(Collected data)
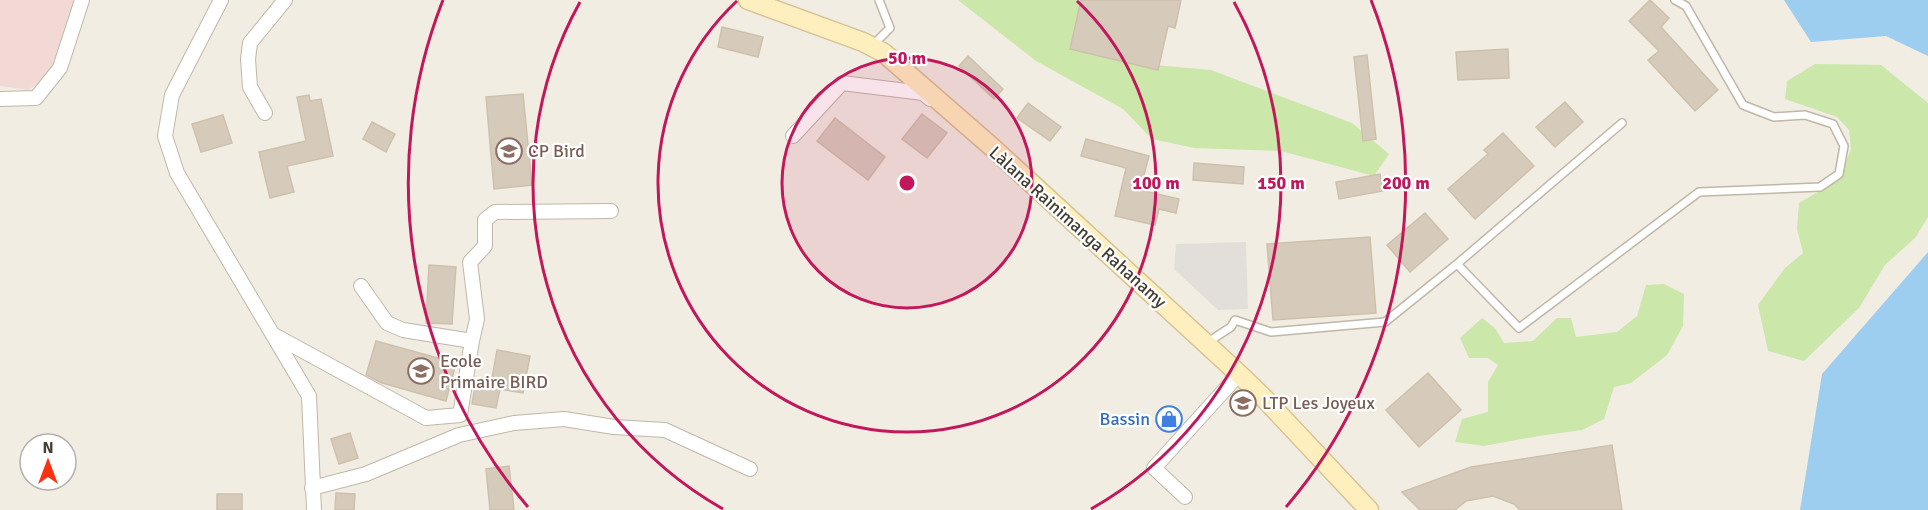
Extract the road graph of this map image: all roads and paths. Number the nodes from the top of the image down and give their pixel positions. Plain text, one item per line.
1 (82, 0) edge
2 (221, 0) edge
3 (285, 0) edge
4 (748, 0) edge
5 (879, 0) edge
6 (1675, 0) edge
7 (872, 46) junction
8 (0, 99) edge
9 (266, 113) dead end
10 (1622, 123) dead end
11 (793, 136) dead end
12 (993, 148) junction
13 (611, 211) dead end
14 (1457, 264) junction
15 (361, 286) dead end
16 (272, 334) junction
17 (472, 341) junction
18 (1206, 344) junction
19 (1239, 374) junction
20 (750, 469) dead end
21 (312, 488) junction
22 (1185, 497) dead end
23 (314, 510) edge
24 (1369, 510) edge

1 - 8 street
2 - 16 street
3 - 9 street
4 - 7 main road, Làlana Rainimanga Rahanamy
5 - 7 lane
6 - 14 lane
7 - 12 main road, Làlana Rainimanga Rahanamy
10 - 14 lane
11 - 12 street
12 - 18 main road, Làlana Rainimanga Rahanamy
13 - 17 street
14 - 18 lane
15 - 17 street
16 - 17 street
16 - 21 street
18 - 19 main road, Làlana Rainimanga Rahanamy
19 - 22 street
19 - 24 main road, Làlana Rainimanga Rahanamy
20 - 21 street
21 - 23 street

**EXERCISE GOAL**
Each entry above should be given again exactly, with its pictures omitted.

**ANSWER SECTION**
Extract the road graph of this map image: all roads and paths. Number the nodes from the top of the image down and give their pixel positions. Plain text, one item per line.
1 (82, 0) edge
2 (221, 0) edge
3 (285, 0) edge
4 (748, 0) edge
5 (879, 0) edge
6 (1675, 0) edge
7 (872, 46) junction
8 (0, 99) edge
9 (266, 113) dead end
10 (1622, 123) dead end
11 (793, 136) dead end
12 (993, 148) junction
13 (611, 211) dead end
14 (1457, 264) junction
15 (361, 286) dead end
16 (272, 334) junction
17 (472, 341) junction
18 (1206, 344) junction
19 (1239, 374) junction
20 (750, 469) dead end
21 (312, 488) junction
22 (1185, 497) dead end
23 (314, 510) edge
24 (1369, 510) edge

1 - 8 street
2 - 16 street
3 - 9 street
4 - 7 main road, Làlana Rainimanga Rahanamy
5 - 7 lane
6 - 14 lane
7 - 12 main road, Làlana Rainimanga Rahanamy
10 - 14 lane
11 - 12 street
12 - 18 main road, Làlana Rainimanga Rahanamy
13 - 17 street
14 - 18 lane
15 - 17 street
16 - 17 street
16 - 21 street
18 - 19 main road, Làlana Rainimanga Rahanamy
19 - 22 street
19 - 24 main road, Làlana Rainimanga Rahanamy
20 - 21 street
21 - 23 street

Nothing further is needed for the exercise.